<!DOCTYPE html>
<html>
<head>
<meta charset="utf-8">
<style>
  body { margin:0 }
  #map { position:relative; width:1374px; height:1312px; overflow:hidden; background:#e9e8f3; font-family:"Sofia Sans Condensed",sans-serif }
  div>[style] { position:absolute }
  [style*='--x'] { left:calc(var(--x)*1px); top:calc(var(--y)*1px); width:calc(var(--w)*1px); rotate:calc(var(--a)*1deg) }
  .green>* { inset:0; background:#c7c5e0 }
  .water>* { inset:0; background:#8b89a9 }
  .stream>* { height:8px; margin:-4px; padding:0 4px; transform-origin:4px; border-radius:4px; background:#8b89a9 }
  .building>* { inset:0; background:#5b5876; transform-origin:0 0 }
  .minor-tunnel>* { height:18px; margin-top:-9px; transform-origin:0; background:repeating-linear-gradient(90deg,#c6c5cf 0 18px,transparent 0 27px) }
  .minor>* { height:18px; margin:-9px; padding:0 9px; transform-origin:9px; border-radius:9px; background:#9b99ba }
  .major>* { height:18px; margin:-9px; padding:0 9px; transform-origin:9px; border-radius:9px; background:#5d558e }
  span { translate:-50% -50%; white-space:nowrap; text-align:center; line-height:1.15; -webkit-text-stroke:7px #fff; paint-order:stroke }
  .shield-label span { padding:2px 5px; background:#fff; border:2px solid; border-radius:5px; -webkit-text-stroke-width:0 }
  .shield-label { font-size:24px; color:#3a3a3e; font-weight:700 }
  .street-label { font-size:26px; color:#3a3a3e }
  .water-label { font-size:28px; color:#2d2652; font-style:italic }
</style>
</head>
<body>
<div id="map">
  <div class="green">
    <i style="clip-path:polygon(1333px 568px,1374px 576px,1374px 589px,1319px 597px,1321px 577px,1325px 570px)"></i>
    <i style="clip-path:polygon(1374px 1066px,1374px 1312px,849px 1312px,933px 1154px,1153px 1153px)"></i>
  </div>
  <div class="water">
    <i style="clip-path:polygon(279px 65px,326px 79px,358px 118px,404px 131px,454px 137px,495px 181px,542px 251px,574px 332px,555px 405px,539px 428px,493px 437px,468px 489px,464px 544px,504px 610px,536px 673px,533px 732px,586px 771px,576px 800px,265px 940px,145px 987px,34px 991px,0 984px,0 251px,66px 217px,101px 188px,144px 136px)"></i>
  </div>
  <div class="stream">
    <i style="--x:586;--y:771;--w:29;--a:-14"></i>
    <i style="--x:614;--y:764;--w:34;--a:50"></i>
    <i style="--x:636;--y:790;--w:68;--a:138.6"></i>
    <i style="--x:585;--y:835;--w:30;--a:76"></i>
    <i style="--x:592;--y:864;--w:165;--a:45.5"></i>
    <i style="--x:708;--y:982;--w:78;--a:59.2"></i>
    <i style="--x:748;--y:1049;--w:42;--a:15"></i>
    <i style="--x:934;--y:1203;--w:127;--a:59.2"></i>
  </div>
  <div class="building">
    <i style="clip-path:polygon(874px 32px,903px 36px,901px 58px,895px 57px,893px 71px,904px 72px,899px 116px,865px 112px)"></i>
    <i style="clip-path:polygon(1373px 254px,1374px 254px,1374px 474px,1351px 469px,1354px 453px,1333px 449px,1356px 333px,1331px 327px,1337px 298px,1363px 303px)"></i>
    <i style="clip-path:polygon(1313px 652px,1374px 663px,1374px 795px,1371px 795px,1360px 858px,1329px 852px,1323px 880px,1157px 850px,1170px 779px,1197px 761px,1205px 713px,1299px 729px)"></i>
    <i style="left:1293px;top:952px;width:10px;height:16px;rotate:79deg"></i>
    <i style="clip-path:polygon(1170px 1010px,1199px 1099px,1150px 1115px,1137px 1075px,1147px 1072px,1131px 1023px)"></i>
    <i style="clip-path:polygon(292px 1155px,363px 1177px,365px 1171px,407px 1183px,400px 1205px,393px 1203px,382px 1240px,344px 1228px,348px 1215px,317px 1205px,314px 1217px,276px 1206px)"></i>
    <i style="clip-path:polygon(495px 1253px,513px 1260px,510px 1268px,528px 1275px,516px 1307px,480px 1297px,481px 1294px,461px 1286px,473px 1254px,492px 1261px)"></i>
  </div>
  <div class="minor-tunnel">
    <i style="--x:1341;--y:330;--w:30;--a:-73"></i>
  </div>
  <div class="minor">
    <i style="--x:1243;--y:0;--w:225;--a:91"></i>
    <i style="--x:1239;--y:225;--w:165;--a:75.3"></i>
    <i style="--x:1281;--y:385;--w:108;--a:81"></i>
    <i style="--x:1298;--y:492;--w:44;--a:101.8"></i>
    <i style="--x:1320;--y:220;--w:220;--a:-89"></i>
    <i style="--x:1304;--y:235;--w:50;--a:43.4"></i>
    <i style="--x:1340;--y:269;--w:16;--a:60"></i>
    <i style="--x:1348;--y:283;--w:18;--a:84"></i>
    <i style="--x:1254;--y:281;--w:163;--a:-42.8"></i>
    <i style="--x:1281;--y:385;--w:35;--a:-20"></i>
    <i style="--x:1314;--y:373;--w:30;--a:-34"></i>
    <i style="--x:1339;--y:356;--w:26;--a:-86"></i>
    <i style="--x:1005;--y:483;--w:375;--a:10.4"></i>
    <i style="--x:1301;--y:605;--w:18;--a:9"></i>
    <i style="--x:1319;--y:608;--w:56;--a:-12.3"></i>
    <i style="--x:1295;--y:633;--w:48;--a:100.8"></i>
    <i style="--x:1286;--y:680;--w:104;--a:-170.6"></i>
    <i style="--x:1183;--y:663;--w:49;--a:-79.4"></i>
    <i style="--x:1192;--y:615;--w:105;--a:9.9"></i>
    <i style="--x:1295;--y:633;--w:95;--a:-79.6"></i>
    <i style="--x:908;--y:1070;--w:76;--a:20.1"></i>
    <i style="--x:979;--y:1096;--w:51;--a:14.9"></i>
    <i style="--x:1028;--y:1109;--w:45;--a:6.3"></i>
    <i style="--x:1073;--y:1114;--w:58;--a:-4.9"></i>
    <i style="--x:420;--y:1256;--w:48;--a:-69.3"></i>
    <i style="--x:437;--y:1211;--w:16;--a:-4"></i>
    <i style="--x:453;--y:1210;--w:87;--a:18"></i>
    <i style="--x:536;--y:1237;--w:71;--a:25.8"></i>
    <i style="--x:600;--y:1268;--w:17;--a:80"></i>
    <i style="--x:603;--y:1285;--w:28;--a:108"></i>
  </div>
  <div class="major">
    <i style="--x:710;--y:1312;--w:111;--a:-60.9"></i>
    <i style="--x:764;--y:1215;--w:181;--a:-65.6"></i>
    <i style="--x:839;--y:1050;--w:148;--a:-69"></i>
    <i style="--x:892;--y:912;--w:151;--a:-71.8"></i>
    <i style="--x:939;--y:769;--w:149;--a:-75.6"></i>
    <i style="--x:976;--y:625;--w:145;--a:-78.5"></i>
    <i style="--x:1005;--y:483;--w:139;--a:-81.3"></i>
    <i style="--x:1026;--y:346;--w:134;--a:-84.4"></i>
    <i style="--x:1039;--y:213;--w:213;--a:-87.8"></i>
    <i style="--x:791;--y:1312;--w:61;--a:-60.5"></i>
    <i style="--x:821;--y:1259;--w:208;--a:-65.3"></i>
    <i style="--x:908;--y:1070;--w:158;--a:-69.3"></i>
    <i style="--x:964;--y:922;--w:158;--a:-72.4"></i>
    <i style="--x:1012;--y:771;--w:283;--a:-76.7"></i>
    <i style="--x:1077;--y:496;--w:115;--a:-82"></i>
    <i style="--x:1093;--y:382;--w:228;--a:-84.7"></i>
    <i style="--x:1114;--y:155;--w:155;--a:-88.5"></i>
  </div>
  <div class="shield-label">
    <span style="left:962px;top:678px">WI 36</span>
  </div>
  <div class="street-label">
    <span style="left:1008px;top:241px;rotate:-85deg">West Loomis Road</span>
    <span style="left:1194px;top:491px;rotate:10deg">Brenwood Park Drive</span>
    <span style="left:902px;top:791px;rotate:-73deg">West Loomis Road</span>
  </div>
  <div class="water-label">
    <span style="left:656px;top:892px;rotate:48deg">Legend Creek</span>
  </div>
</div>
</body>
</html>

* _TASK TO COMPLETE_:
Filter the records above and return every line that holds the word "position".

* _RESULT_:
  #map { position:relative; width:1374px; height:1312px; overflow:hidden; background:#e9e8f3; font-family:"Sofia Sans Condensed",sans-serif }
  div>[style] { position:absolute }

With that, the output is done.